While a typical film may run between 90 minutes and two hours, video games can be long and may require 40-50 hours of music. It’s a process that can take years, just for one game.
Esplanade Studios composer Jay Weigel, left, and Los Angeles score engineer Jim Hill listen to the Louisiana Philharmonic Orchestra’s recording of the new NFL/Simpsons tune.
And, it’s a collaborative process between the composer, and in this case the co-producer Jay Weigel, and the score engineer, Misha Kachkachishvili, who all find themselves at a mixing console, making the sure the elements are all coming together to produce the desired sound, which Wintory has running through his brain.
A boy wonder from Denver who conducted the Utah Symphony at the age of 18, Wintory, 41, now has 300 scores behind him. His score for the video game “Journey” made history as the only video game soundtrack to be nominated for the Grammy Award for Best Score Soundtrack for Visual Media.
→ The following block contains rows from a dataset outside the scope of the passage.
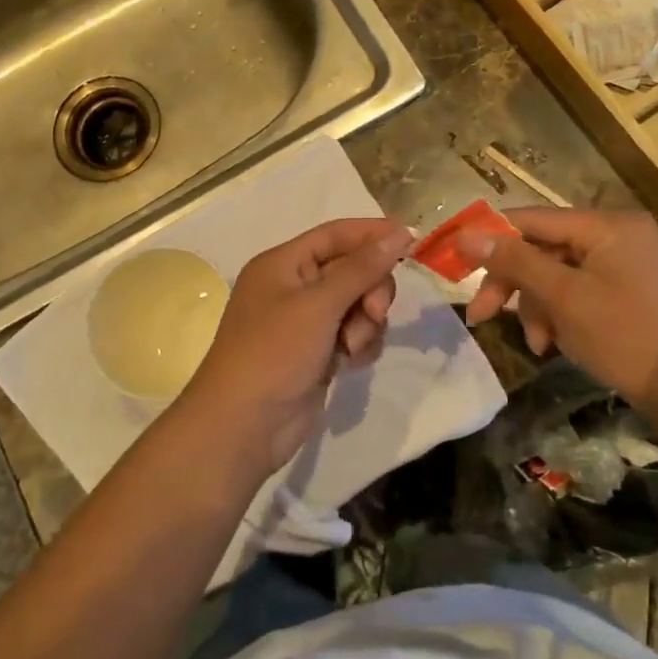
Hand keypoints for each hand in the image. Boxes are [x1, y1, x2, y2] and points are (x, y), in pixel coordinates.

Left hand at [177, 218, 412, 475]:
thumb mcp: (319, 304)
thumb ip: (361, 268)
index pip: (335, 235)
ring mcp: (305, 322)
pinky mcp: (317, 352)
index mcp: (282, 264)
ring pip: (357, 304)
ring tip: (351, 347)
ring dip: (365, 322)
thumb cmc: (275, 352)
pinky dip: (359, 344)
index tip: (412, 240)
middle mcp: (293, 287)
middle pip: (351, 270)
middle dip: (370, 289)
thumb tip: (399, 232)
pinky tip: (351, 362)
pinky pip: (353, 333)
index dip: (372, 234)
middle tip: (375, 312)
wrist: (245, 425)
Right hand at [457, 207, 657, 408]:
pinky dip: (562, 313)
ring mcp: (630, 262)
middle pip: (545, 249)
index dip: (492, 237)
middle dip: (515, 285)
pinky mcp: (634, 289)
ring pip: (560, 274)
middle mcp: (621, 234)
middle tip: (481, 315)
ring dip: (538, 307)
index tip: (457, 260)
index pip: (534, 218)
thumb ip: (514, 261)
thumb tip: (466, 235)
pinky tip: (555, 343)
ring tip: (537, 344)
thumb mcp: (562, 297)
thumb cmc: (624, 337)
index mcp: (609, 225)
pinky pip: (582, 289)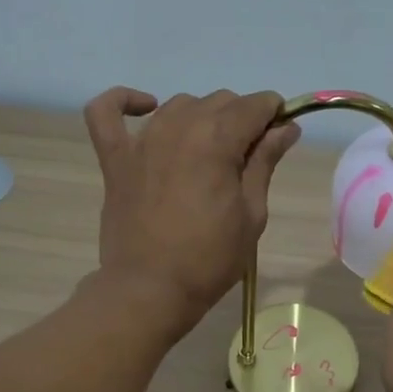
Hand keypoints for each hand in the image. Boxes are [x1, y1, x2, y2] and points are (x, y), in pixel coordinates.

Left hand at [84, 87, 300, 337]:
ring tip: (209, 150)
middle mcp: (179, 127)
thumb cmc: (210, 259)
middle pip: (219, 101)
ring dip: (201, 116)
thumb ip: (265, 163)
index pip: (253, 106)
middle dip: (241, 118)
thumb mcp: (251, 214)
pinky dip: (124, 101)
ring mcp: (142, 140)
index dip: (273, 113)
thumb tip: (285, 127)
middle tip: (248, 157)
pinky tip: (146, 108)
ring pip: (178, 104)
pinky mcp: (114, 158)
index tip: (281, 133)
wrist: (151, 289)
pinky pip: (106, 112)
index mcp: (217, 140)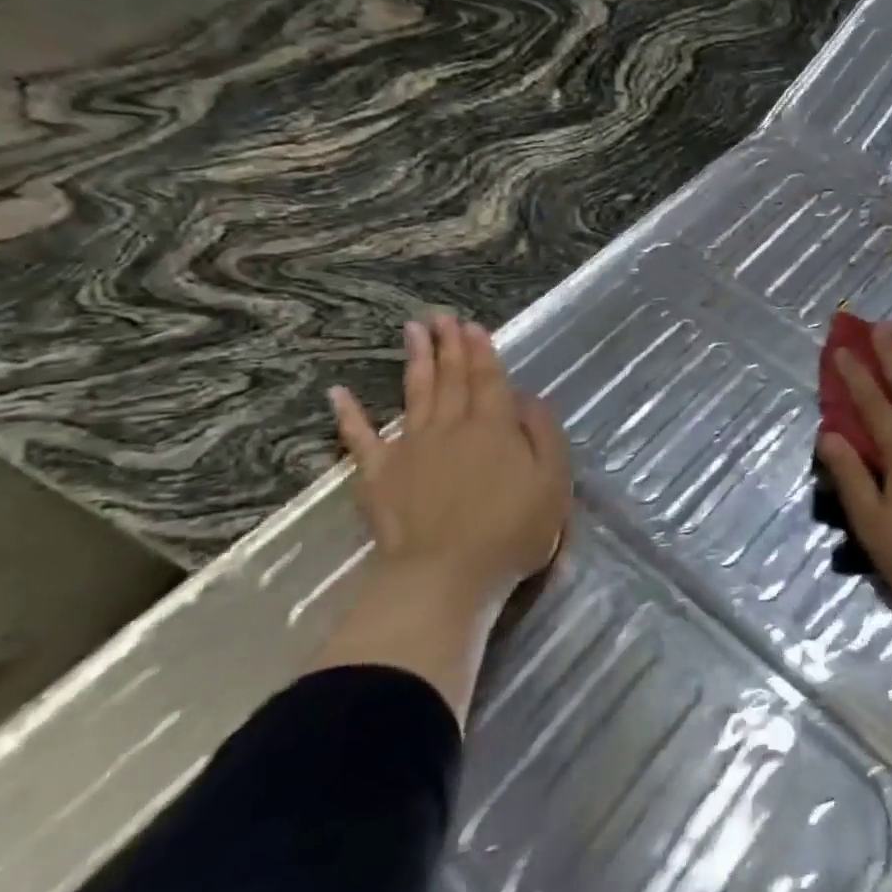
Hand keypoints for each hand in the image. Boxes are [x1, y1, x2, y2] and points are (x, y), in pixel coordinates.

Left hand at [330, 314, 569, 607]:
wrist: (445, 576)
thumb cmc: (511, 530)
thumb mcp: (553, 480)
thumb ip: (544, 433)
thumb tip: (528, 398)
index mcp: (493, 426)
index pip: (488, 378)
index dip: (481, 351)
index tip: (472, 326)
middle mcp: (450, 426)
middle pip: (450, 377)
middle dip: (448, 345)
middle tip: (441, 316)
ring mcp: (410, 448)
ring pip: (414, 394)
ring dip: (415, 360)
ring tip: (412, 331)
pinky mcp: (379, 475)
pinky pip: (360, 439)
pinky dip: (349, 415)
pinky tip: (339, 393)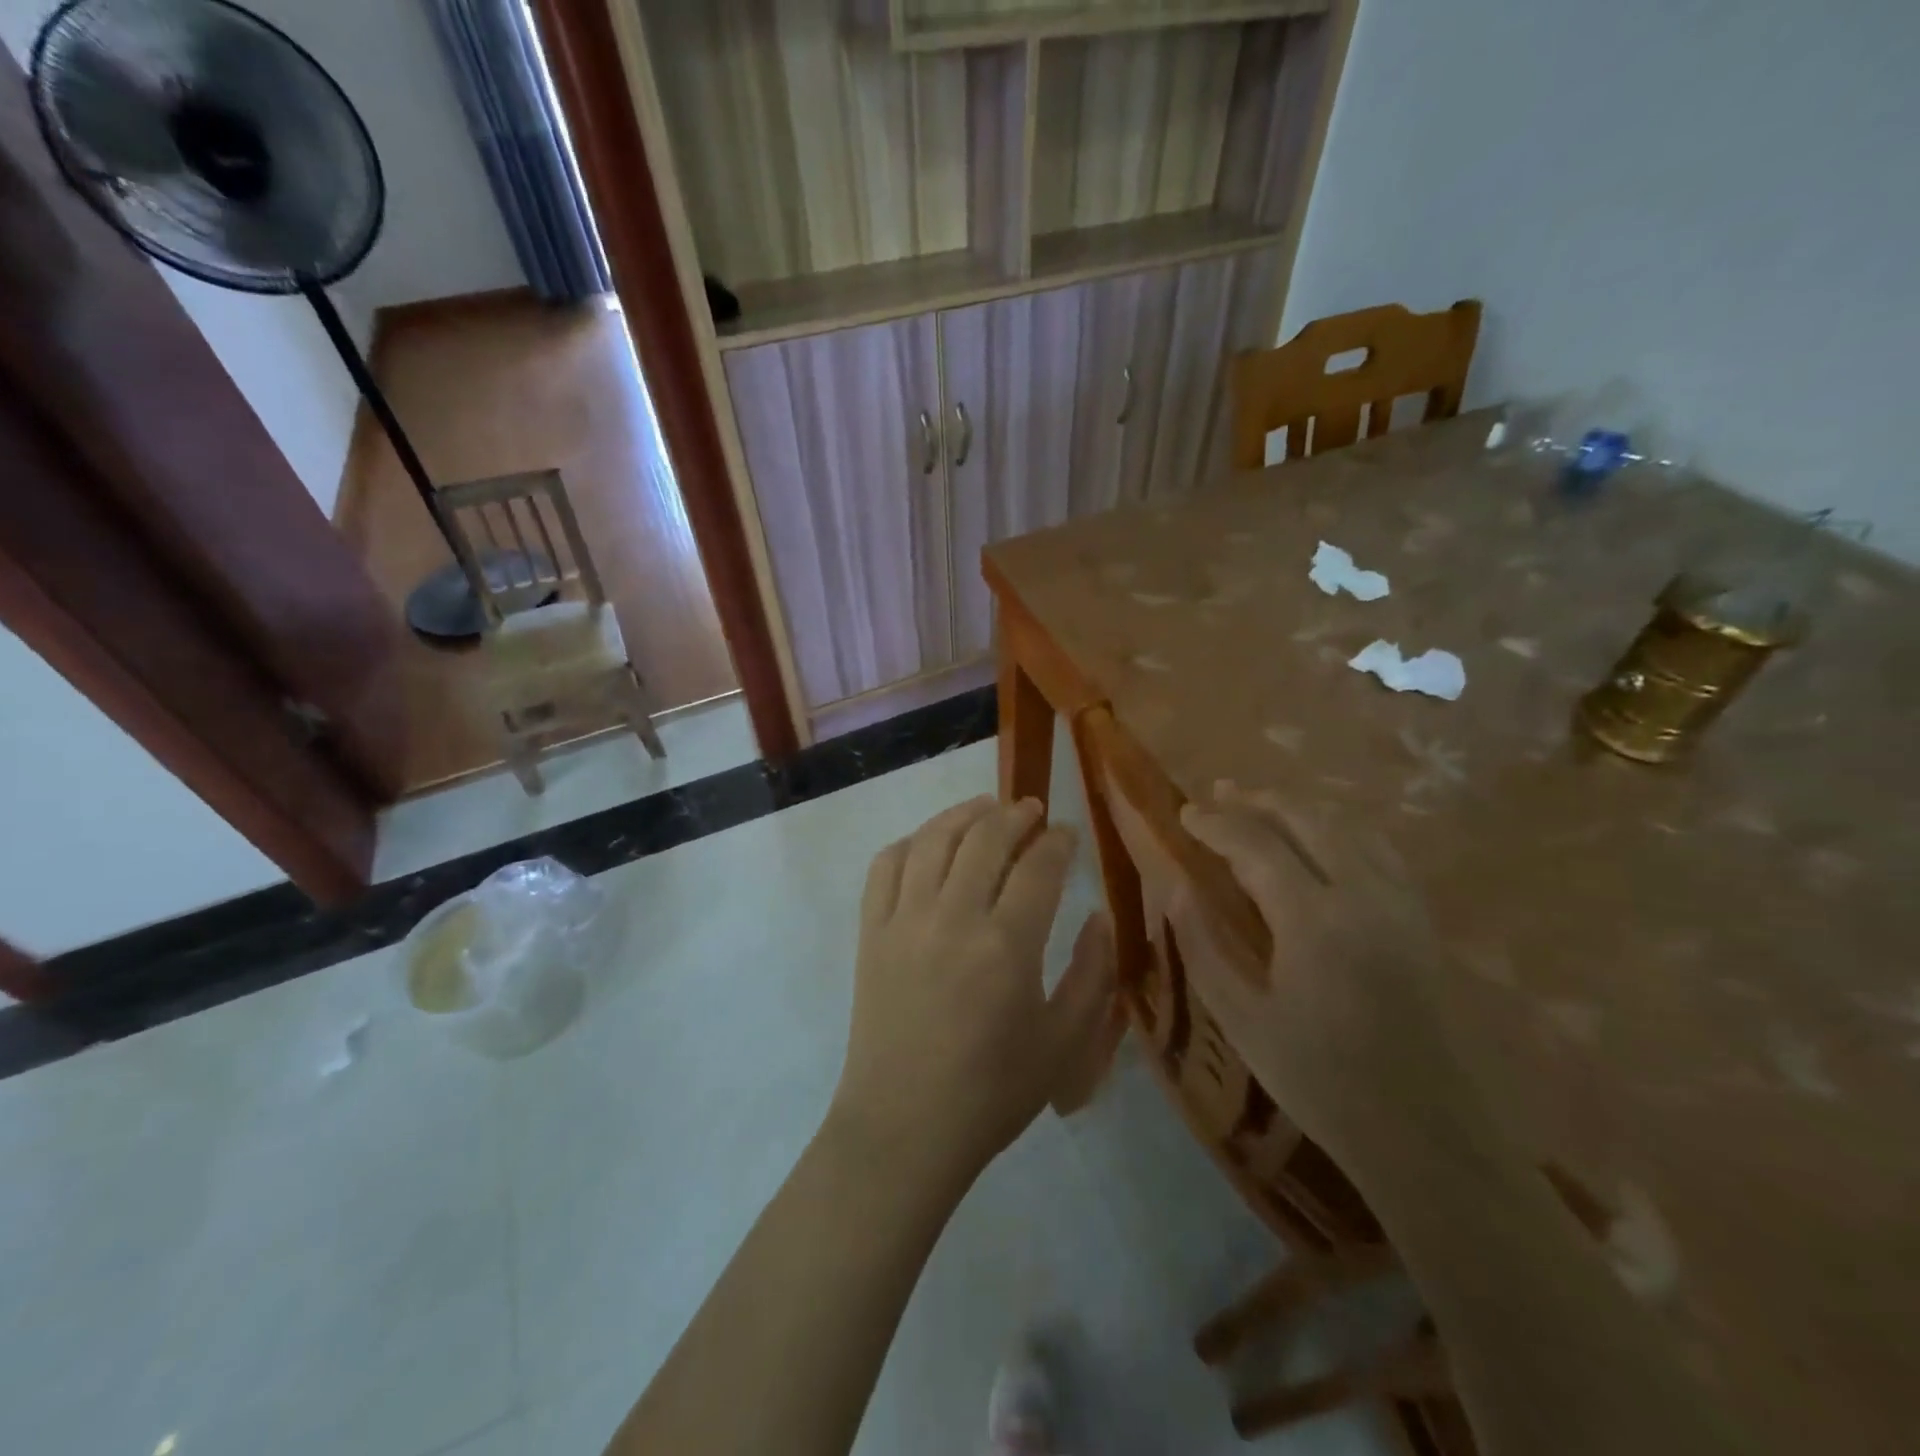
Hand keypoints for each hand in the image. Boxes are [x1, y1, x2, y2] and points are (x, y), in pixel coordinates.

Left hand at [828, 796, 1121, 1192]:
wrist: (905, 1128)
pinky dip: (909, 842)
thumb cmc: (993, 1092)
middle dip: (1015, 814)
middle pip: (985, 837)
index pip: (1038, 866)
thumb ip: (1093, 974)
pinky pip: (885, 866)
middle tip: (1031, 811)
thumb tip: (1100, 916)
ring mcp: (904, 920)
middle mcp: (953, 917)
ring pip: (933, 839)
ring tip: (985, 809)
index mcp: (1007, 946)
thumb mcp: (1065, 1044)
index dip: (1057, 841)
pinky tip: (928, 844)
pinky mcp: (870, 932)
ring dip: (963, 814)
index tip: (1067, 834)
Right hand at [1171, 782, 1498, 1180]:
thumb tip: (1178, 890)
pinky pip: (1378, 847)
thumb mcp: (1242, 1020)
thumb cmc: (1320, 1080)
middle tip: (1220, 793)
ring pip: (1347, 826)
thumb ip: (1203, 947)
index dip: (1216, 824)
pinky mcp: (1419, 918)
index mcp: (1314, 920)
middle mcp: (1362, 895)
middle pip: (1307, 819)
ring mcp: (1399, 902)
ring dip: (1299, 807)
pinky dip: (1340, 828)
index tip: (1185, 813)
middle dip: (1258, 800)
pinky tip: (1321, 836)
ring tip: (1262, 803)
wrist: (1423, 1130)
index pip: (1256, 845)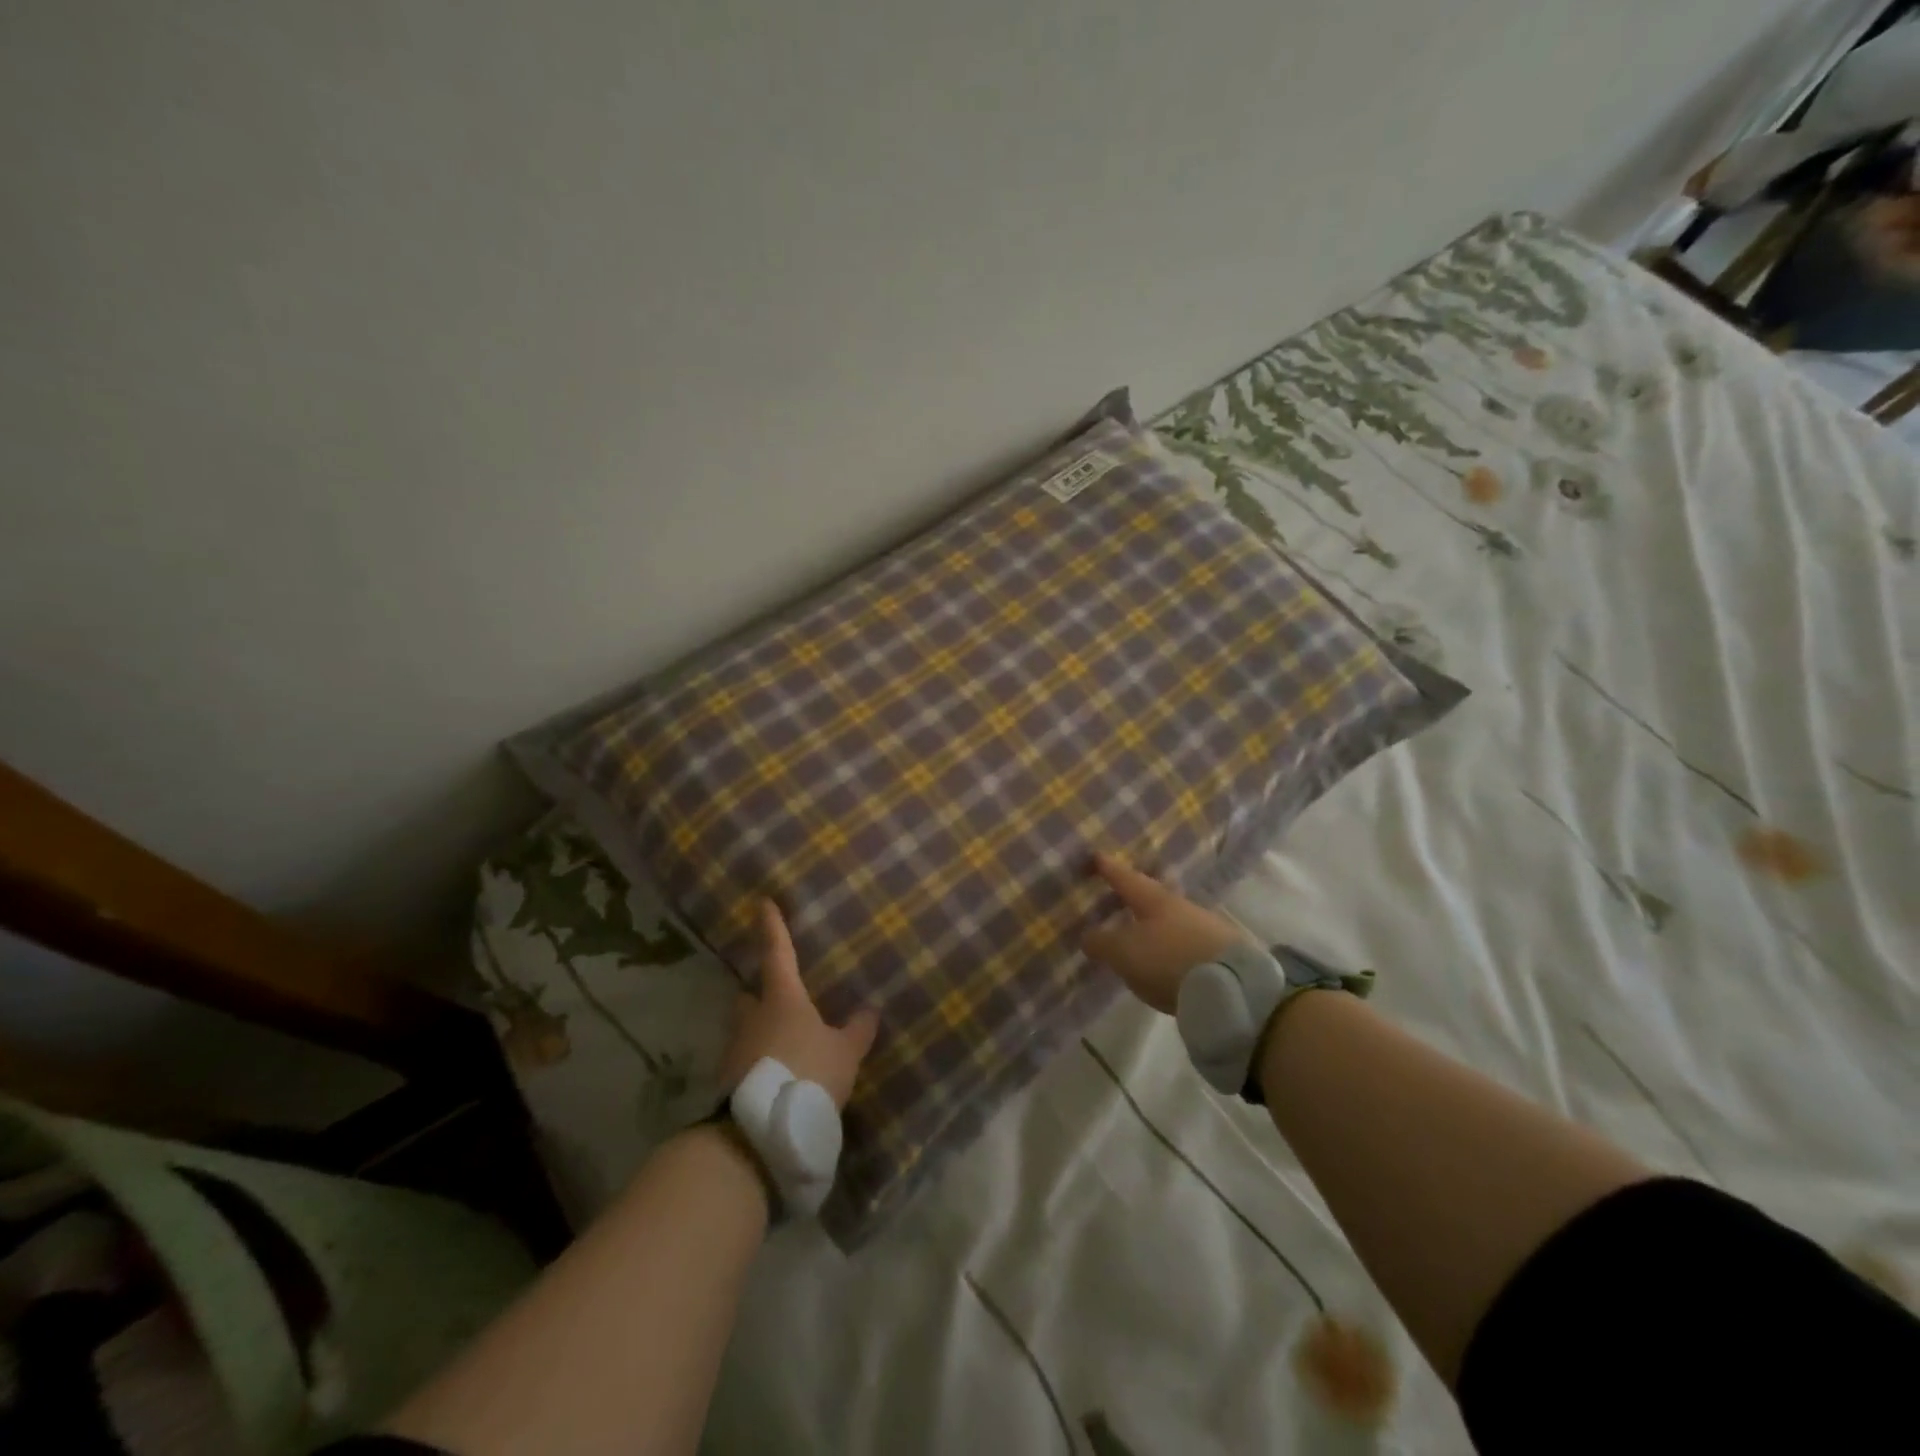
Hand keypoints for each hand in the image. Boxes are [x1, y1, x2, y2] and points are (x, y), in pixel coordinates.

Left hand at [720, 899, 879, 1109]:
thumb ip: (857, 1031)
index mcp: (782, 1000)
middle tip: (775, 996)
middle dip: (759, 994)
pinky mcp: (728, 1083)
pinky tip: (775, 1077)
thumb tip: (871, 1008)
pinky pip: (745, 1062)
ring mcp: (735, 1051)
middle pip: (749, 996)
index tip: (763, 903)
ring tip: (781, 1044)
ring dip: (758, 1032)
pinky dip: (758, 1063)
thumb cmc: (808, 1074)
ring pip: (745, 1030)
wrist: (761, 1132)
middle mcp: (753, 1018)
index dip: (773, 928)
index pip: (778, 954)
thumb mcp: (844, 1053)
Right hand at [1081, 854, 1248, 1013]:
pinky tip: (1166, 956)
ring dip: (1154, 922)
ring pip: (1171, 918)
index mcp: (1153, 899)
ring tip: (1139, 931)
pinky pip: (1185, 940)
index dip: (1108, 868)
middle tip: (1118, 893)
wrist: (1233, 988)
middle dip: (1134, 895)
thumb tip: (1089, 935)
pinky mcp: (1220, 952)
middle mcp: (1180, 906)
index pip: (1125, 878)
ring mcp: (1204, 927)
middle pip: (1151, 895)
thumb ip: (1102, 942)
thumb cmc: (1168, 960)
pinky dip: (1171, 943)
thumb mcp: (1124, 953)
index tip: (1096, 856)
Although Wintory now makes his home in Los Angeles, center of the film world, L.A. is not a hub for video game composers. The closest thing to that, Wintory says, is Japan. In the states, it might be Seattle or Silicon Valley, all tech hubs. So, it’s nice to have a video game produced in New Orleans — not a tech hub, but definitely a place where the crème de la crème of musicians reside.
The video game Wintory is working on here in the city, whose subject matter and title are for the moment tightly under wraps, will debut later this year and showcase New Orleans, this time, in a different light.